╭──

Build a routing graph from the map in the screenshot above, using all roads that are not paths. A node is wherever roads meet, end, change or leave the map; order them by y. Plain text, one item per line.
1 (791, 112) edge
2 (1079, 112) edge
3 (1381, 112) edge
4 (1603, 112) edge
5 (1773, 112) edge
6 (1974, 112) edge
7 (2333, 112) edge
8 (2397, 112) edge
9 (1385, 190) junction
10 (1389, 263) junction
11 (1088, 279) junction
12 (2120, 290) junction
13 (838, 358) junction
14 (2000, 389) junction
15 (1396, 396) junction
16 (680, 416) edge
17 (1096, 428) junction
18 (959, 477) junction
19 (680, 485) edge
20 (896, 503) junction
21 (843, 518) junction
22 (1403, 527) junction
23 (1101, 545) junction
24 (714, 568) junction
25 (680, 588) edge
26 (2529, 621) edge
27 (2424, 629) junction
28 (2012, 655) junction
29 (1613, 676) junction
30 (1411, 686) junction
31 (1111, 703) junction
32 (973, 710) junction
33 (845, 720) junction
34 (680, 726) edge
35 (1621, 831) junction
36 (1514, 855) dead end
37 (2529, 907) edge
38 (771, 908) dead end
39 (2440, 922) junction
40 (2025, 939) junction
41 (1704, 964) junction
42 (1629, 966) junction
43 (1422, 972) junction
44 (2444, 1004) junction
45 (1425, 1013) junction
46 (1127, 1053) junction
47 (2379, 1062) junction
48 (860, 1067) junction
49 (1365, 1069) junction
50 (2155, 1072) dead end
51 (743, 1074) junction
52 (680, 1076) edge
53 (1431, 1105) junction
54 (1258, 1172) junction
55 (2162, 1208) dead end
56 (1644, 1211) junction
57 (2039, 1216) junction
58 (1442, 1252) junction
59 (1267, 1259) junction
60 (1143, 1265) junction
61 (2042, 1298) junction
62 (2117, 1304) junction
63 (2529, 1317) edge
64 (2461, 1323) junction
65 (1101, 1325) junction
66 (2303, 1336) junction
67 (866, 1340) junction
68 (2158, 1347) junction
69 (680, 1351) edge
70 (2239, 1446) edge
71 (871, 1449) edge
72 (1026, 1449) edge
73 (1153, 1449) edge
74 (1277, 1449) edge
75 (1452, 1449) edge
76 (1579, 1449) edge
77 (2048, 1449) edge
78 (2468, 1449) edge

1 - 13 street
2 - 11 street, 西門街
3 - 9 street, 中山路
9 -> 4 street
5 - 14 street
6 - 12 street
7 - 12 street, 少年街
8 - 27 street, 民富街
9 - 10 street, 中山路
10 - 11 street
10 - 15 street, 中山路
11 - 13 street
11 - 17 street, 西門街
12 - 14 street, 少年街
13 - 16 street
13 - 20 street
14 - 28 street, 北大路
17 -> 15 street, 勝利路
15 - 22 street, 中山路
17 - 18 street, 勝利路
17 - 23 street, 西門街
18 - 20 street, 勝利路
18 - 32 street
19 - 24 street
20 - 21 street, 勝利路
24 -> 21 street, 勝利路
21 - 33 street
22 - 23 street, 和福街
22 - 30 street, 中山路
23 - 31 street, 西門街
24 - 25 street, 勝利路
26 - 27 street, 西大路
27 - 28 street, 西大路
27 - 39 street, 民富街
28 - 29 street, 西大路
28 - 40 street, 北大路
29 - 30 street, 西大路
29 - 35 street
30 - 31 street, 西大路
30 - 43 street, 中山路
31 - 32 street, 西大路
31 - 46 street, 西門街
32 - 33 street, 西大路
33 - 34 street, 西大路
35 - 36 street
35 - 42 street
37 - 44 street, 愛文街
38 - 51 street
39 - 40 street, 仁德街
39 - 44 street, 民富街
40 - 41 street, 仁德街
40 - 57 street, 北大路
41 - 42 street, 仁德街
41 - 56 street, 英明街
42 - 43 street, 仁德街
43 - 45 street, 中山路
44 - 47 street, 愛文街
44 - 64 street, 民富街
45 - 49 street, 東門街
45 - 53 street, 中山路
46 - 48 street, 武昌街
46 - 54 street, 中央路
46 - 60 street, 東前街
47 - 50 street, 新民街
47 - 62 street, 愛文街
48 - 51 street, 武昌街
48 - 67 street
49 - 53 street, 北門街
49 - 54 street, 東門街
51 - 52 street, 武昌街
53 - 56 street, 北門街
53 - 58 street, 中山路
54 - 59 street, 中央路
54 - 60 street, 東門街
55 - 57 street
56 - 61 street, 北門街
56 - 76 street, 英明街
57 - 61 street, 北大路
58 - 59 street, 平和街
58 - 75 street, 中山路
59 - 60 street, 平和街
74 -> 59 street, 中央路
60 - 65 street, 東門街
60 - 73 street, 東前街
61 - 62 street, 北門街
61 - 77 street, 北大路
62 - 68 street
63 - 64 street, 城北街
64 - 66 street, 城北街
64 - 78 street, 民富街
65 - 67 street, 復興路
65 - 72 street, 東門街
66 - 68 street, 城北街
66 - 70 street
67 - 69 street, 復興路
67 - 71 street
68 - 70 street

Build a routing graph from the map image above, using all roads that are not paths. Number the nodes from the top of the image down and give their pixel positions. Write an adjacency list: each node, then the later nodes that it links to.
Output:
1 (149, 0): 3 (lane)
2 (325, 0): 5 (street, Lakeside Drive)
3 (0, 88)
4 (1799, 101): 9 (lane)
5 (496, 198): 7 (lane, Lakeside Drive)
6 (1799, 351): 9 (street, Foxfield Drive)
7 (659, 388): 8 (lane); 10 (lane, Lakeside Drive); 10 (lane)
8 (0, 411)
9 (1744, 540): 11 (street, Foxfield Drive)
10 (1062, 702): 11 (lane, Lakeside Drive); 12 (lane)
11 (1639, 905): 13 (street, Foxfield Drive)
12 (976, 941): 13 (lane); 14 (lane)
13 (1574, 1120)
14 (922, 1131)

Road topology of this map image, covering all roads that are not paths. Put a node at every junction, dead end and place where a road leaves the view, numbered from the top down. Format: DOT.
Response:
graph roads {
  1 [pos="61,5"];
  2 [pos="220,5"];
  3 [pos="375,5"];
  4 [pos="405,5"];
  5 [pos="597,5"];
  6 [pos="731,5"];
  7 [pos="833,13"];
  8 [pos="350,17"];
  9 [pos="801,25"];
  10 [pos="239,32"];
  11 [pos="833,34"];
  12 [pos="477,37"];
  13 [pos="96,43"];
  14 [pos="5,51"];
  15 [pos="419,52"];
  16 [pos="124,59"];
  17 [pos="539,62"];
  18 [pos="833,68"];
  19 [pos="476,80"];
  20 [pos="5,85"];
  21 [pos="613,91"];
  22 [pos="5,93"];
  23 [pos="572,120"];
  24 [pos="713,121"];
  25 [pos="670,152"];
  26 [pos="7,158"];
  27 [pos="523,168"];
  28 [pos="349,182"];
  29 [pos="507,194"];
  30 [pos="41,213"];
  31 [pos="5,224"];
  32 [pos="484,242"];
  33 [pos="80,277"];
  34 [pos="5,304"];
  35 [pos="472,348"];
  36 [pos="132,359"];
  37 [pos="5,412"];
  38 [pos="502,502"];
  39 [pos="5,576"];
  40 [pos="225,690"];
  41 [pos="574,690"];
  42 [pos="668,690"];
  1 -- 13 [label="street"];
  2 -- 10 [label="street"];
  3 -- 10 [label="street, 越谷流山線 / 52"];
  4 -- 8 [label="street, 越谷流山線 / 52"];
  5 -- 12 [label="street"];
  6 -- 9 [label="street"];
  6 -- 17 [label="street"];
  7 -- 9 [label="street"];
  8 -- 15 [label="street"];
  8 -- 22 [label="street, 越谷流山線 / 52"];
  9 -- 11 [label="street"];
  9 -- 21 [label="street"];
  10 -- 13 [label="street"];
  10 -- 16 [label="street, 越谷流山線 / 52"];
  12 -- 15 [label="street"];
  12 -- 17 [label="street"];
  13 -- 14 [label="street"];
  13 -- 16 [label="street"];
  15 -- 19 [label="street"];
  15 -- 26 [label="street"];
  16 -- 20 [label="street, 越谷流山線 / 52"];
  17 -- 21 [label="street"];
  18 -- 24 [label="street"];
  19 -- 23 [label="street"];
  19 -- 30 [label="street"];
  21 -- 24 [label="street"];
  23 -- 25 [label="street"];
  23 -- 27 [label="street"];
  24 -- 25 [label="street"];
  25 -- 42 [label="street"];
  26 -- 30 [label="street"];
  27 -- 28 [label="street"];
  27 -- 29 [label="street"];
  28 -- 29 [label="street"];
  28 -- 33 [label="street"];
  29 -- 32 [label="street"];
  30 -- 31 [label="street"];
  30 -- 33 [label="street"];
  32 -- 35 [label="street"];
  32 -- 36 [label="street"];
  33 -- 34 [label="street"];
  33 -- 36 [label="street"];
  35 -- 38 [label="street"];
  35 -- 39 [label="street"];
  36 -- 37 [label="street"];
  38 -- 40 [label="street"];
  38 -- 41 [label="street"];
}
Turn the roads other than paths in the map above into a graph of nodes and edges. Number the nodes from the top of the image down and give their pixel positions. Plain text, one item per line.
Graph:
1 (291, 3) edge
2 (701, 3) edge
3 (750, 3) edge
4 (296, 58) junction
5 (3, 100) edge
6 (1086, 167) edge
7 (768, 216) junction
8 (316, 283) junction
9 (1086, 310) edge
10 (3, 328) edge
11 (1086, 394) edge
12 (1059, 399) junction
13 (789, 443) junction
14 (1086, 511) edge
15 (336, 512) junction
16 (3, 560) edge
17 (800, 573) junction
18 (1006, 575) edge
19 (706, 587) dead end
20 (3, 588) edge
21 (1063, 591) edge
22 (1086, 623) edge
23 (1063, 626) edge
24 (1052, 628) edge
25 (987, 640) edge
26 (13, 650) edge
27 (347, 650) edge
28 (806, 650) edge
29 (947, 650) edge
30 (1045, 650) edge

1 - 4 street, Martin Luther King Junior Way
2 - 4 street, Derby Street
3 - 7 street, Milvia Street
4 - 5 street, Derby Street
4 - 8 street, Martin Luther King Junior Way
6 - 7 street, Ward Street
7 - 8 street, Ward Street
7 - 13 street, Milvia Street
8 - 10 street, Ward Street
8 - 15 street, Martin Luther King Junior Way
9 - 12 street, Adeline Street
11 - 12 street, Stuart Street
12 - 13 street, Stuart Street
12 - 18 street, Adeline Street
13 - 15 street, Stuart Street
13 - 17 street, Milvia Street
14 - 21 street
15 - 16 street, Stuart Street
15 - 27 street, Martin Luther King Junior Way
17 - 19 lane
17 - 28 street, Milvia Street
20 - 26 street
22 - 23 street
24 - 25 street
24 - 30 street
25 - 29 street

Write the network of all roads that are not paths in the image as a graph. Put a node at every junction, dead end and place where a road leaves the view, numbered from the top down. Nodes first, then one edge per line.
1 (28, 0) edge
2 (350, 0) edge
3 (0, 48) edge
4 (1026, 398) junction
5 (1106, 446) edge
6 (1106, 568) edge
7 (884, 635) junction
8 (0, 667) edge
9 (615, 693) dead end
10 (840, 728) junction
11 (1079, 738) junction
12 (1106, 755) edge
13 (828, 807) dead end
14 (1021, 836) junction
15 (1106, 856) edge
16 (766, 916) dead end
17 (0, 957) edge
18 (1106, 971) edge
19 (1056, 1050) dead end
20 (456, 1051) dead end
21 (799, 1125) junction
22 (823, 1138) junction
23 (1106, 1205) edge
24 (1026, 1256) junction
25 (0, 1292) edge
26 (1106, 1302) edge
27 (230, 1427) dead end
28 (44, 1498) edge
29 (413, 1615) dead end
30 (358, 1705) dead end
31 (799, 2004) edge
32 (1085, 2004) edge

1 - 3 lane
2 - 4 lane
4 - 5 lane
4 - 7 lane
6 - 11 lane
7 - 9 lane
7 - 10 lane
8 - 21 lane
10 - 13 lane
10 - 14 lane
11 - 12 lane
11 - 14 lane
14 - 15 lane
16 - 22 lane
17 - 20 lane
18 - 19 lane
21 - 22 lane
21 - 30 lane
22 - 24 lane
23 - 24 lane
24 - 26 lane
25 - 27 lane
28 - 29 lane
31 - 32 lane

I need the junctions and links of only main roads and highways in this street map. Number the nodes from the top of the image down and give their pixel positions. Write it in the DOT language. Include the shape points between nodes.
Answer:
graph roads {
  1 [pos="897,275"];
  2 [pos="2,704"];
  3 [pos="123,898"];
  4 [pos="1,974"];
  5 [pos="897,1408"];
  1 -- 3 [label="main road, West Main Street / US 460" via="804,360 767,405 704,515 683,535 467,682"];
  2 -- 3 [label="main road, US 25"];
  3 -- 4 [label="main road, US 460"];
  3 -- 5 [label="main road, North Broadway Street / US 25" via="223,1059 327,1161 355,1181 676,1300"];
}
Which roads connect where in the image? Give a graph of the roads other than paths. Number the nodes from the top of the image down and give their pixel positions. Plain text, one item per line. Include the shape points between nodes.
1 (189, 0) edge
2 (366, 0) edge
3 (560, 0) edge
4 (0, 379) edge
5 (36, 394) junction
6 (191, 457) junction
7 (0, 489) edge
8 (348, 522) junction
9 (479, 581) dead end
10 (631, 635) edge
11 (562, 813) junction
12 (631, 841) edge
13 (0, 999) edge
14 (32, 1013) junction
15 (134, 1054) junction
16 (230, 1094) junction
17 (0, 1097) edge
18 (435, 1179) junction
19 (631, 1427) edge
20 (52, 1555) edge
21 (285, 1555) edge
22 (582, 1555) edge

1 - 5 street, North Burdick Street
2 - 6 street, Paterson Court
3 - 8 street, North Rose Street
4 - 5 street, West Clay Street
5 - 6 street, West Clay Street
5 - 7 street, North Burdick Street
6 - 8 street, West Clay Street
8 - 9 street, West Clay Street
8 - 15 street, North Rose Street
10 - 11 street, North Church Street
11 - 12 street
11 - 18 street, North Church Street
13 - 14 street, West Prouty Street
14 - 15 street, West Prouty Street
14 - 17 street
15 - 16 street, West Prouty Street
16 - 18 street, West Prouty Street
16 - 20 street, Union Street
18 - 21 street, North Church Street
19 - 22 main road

╰──

What is expected: Return each line from the entries above that includes "Drive".

Response area:
2 (325, 0): 5 (street, Lakeside Drive)
5 (496, 198): 7 (lane, Lakeside Drive)
6 (1799, 351): 9 (street, Foxfield Drive)
7 (659, 388): 8 (lane); 10 (lane, Lakeside Drive); 10 (lane)
9 (1744, 540): 11 (street, Foxfield Drive)
10 (1062, 702): 11 (lane, Lakeside Drive); 12 (lane)
11 (1639, 905): 13 (street, Foxfield Drive)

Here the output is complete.